I've got 21 more pictures of Holiday World I want to share and to break them up logically I'm just going to do seven at once the next couple entries. So, you know, enjoy.
Themed elements at Holiday World. The rhino statue is near the water park. I do not know, but I suspect, it might have once been at the Giraffica ride that closed a few years ago.
Also near the water park, a mock gorilla. Pretty big one, too; it's taller than I am without even standing up.
Look out, it's entertainment! A squad of people encouraging the crowd to do fun stuff like be around hula hoops, spotted wandering around Halloween. All the people with hoops are performers. There wasn't a large crowd when this got started.
Test seat: Failure. From outside the Raven wooden roller coaster.

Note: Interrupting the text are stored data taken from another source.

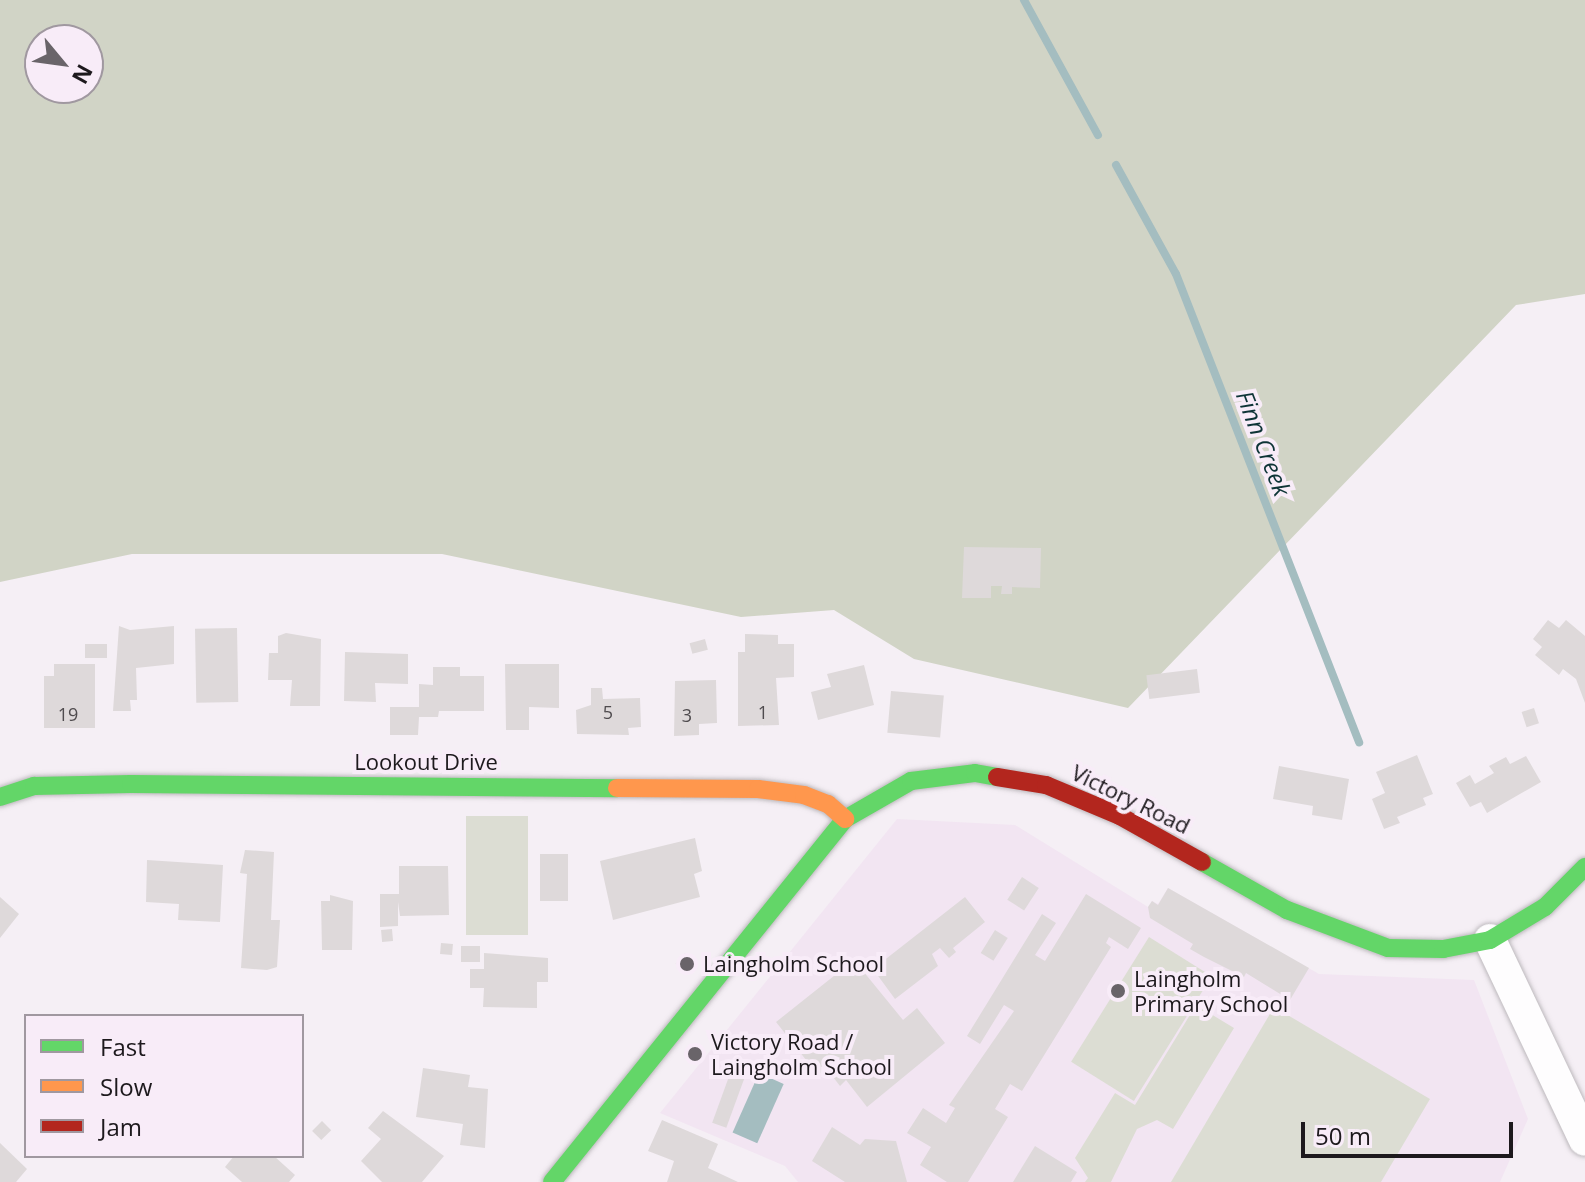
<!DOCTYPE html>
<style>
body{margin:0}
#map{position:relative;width:1585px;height:1182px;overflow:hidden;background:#f5eff5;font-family:"Open Sans",sans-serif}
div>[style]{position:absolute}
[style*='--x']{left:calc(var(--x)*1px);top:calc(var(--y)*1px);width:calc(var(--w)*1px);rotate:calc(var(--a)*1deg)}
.built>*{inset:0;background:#f2e5f2}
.green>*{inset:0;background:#dcddd3;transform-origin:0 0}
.forest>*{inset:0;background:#d1d4c6}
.water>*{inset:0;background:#a4bdc0;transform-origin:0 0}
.stream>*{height:8px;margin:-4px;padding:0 4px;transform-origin:4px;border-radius:4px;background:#a4bdc0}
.building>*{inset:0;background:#ded9da;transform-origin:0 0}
.roads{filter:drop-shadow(0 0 2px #bdb9bd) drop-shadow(0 0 2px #bdb9bd)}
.street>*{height:32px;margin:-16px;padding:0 16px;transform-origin:16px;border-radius:16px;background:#fefdfe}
.fast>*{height:18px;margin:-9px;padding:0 9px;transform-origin:9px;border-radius:9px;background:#63d668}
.slow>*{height:18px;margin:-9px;padding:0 9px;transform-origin:9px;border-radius:9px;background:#ff974d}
.jam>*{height:18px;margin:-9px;padding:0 9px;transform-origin:9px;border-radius:9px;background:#b3261e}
.dots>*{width:22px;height:22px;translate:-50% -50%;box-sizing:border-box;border:4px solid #f8ecf8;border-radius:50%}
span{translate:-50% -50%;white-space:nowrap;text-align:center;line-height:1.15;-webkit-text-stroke:8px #f8ecf8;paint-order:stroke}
.number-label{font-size:18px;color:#4f4b4e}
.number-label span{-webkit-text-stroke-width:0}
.street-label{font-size:22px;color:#1d191d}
.poi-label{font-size:22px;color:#1d191d}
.left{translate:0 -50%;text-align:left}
.water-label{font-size:24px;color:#0d3436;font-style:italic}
.legend{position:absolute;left:24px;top:1014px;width:280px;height:144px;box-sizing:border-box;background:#f8ecf8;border:2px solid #a098a0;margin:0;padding:10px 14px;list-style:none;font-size:24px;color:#1d191d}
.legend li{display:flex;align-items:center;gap:16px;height:40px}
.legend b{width:40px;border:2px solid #a098a0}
.north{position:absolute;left:24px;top:24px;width:80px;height:80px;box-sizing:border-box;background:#f8ecf8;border:2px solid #a098a0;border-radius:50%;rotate:119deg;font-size:22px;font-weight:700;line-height:32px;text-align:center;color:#1d191d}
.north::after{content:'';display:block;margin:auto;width:28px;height:36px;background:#696469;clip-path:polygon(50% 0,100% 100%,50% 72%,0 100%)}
.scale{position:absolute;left:1301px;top:1122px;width:212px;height:36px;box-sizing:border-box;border:4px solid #1d191d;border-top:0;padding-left:10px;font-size:24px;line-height:28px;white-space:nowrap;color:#1d191d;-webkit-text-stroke:6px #f8ecf8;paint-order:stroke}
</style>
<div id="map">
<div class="built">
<div style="clip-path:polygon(897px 819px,1015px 825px,1148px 907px,1152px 901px,1158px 904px,1168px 888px,1319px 974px,1474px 980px,1528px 1119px,1500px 1182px,798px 1182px,785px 1166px,660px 1113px)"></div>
</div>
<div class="green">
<div style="left:528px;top:816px;width:119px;height:62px;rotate:90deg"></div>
<div style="left:1149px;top:937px;width:74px;height:147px;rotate:32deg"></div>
<div style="clip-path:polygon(1196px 1005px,1234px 1028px,1173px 1129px,1157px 1120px,1137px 1129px,1111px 1182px,1085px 1182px,1088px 1178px,1075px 1158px,1115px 1093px,1135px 1105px)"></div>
<div style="clip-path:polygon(1274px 1007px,1430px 1099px,1381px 1182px,1171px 1182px)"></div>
</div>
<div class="forest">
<div style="clip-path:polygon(evenodd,0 0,1585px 0,1585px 294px,1516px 305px,1128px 708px,914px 659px,834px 610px,741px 617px,442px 554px,132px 554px,0 582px,0 0,40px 40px,88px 40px,88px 88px,40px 88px,40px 40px)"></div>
</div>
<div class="water">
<div style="left:759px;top:1073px;width:27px;height:65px;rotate:24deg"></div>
</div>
<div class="stream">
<div style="--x:1024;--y:0;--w:154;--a:61.3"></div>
<div style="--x:1116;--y:165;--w:124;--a:61.2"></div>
<div style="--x:1176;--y:274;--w:503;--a:68.64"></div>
</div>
<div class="building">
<div style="clip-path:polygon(964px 547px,1041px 548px,1040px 588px,1012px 587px,1012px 594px,1001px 594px,1002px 586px,991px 586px,991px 598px,962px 598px)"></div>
<div style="clip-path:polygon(1548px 620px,1559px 628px,1566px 620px,1585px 636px,1585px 703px,1576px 679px,1563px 669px,1559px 675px,1535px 655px,1542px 647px,1533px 639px)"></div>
<div style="clip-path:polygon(119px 626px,130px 630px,174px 626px,174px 664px,136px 668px,137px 700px,130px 700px,131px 711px,113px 711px)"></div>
<div style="left:237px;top:628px;width:74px;height:42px;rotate:89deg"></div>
<div style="clip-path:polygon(286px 633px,321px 639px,320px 706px,290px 706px,292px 680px,268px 680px,269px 653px,278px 653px,278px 636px)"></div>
<div style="clip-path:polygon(745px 634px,778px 635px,778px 644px,794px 644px,794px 677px,776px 678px,779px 725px,738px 726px,738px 652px,745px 652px)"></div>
<div style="left:705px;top:639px;width:11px;height:16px;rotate:75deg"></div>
<div style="left:85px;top:644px;width:22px;height:14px"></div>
<div style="clip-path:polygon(345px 652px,408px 654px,408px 684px,375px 683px,376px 702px,344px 701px)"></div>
<div style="clip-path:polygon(54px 664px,95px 664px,95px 728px,44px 728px,44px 676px,54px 676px)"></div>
<div style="clip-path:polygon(505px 664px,559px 664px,559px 708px,529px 707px,529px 730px,506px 730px)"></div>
<div style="clip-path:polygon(864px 665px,874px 705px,818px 720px,811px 692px,831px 687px,827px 674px)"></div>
<div style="clip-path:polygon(433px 667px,460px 667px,460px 676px,484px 676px,484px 711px,439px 711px,438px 717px,419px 717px,418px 735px,390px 735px,390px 707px,419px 707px,419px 684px,433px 685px)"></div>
<div style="left:1197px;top:669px;width:24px;height:51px;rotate:83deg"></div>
<div style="clip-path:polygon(716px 680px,717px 723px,699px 724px,699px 735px,674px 736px,675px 681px)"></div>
<div style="clip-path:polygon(591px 688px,602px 688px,603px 699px,640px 698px,641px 727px,628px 728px,629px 735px,577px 734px,576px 710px,591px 705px)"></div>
<div style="left:891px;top:691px;width:53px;height:42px;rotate:5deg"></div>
<div style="left:1534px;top:708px;width:16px;height:13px;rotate:72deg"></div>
<div style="clip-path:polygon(1417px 755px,1433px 794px,1423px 798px,1426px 805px,1397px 817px,1400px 823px,1384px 829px,1372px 799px,1385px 793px,1376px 772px)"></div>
<div style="clip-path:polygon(1526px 756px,1541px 782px,1487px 813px,1481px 802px,1470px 807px,1456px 783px,1470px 775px,1475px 784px,1494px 773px,1489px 766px,1506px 757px,1510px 764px)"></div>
<div style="clip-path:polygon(1279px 766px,1349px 779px,1342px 820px,1312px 815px,1313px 806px,1273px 799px)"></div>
<div style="clip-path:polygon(695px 838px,702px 871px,694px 874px,700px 897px,613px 920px,600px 861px)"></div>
<div style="clip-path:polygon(245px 850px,274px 852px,271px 920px,280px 920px,277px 967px,267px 970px,241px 968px,247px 874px,240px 873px)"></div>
<div style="left:568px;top:854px;width:47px;height:28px;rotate:90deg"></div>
<div style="clip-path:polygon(147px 860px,223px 865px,220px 922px,178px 920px,179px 904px,146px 902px)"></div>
<div style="clip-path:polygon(399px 866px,448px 866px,449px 915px,400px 916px,398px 902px,398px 926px,380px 927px,380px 894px,399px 894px)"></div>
<div style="left:1022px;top:877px;width:20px;height:27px;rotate:33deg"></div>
<div style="clip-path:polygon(1168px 888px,1309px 968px,1290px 1000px,1246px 973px,1244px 977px,1204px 957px,1190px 949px,1193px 944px,1150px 918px,1148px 907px,1152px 901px,1158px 905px)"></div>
<div style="clip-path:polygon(1086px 894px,1141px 928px,1128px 949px,1109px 937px,1106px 943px,1111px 947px,1022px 1091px,1010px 1084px,995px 1109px,1008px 1117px,968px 1182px,947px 1182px,920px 1165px,931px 1147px,907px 1133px,923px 1108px,946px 1123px,955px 1108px,949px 1105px,1014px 1011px,1004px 1005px,980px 1044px,967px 1036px,1042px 914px,1056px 923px,1035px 955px,1045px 961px)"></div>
<div style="clip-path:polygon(330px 895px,353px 901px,352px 950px,322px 950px,321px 901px,330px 901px)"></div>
<div style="clip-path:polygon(0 897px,19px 914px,0 938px)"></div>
<div style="clip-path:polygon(965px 897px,985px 922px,953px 948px,956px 952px,949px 958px,940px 948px,932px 954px,938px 966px,895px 999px,873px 969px)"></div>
<div style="left:392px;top:929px;width:12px;height:11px;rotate:85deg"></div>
<div style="left:995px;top:930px;width:15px;height:27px;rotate:32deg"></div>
<div style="left:441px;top:943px;width:12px;height:11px;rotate:5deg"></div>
<div style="left:461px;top:946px;width:19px;height:16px"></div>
<div style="clip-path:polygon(484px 953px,548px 958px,548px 982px,537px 982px,537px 1008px,483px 1007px,484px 988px,470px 988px,470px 969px,484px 969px)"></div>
<div style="left:685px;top:953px;width:13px;height:14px;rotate:42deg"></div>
<div style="clip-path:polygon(854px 960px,903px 1020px,917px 1008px,945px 1043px,867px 1107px,846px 1080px,840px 1086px,826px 1068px,818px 1075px,776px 1022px)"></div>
<div style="clip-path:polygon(423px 1068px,470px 1075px,468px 1087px,488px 1089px,485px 1148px,460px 1145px,463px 1124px,416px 1117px)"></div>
<div style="left:731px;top:1071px;width:15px;height:55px;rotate:20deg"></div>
<div style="clip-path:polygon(383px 1111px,444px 1156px,422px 1182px,382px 1182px,361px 1161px,381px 1139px,368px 1128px)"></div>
<div style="clip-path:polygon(662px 1120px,718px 1144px,708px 1168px,738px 1182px,667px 1182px,674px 1161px,648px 1151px)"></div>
<div style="left:322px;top:1121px;width:13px;height:14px;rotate:45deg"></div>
<div style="clip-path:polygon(832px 1127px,860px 1145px,865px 1139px,896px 1141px,907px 1182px,845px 1182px,812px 1161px)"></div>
<div style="clip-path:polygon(0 1143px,27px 1169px,16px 1182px,0 1182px)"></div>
<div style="clip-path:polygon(1035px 1146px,1077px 1172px,1071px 1182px,1013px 1182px)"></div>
<div style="clip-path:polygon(234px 1156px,274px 1156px,295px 1175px,289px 1182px,242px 1182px,225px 1167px)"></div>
</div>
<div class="roads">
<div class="street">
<div style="--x:1490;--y:940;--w:221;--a:64.6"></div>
</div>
<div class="fast">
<div style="--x:0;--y:797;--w:36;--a:-18"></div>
<div style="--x:34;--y:786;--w:97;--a:-1.2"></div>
<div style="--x:131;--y:784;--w:486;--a:0.5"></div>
<div style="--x:1202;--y:862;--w:98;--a:29.5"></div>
<div style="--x:1287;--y:910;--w:108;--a:20.6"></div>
<div style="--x:1388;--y:948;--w:55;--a:1"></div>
<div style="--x:1443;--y:949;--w:48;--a:-10.8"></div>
<div style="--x:1490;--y:940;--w:64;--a:-31"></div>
<div style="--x:1545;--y:907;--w:57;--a:-45"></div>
<div style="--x:552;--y:1182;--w:466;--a:-51.1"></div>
<div style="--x:845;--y:819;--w:76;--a:-29.9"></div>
<div style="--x:911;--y:781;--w:64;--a:-7.1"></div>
<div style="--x:975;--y:773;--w:22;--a:10"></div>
</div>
<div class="slow">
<div style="--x:617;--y:788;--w:141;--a:0.4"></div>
<div style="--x:758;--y:789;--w:46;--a:7.4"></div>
<div style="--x:804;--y:795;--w:26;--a:21"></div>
<div style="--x:828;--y:804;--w:23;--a:41"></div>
</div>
<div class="jam">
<div style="--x:997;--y:777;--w:50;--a:9.3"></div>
<div style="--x:1046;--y:785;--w:80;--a:22.7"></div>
<div style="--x:1120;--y:816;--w:94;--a:29.3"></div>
</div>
</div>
<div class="dots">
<div style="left:687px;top:964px;background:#696469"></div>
<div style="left:1118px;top:991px;background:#696469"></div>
<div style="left:695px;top:1054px;background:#696469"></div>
</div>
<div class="number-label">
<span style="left:608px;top:712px">5</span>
<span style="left:763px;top:712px">1</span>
<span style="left:68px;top:714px">19</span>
<span style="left:687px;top:715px">3</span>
</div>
<div class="street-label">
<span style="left:426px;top:762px">Lookout Drive</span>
<span style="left:1131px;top:799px;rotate:26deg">Victory Road</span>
</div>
<div class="poi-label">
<span class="left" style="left:703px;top:964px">Laingholm School</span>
<span class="left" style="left:1134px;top:991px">Laingholm<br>Primary School</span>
<span class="left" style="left:711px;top:1054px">Victory Road /<br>Laingholm School</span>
</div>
<div class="water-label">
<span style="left:1264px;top:443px;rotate:69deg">Finn Creek</span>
</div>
<ul class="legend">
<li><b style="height:10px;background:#63d668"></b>Fast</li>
<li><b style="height:10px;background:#ff974d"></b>Slow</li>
<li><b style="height:10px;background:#b3261e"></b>Jam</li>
</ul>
<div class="north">N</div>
<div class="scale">50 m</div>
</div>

Is anything more interesting than rides that've been disassembled? I mean if you aren't actually looking to ride something specific. This was, I think, a Monster ride, one of those ones with lots of spinning carts on the end of limbs that go up and down.
The high dive show takes a break from its comedy bits to do some people plummeting.
And in the high dive show people plummet while wearing outfits. And making ostentatious poses.
Trivia: The recipe for reinforced concrete (ten inches thick) as recommended by the Lincoln Highway Association was, when the committee began work in late 1920, two years old. Source: The Big Roads: The Untold Story of the Engineers, Visionaries, and Trailblazers who Created the American Superhighways, Earl Swift.
Currently Reading: Flash Gordon On The Planet Mongo, Alex Raymond, Don Moore. Editor unnamed. And then you come to the bit where Dr Zarkov is nearly defeated by madness-inducing flying squirrels.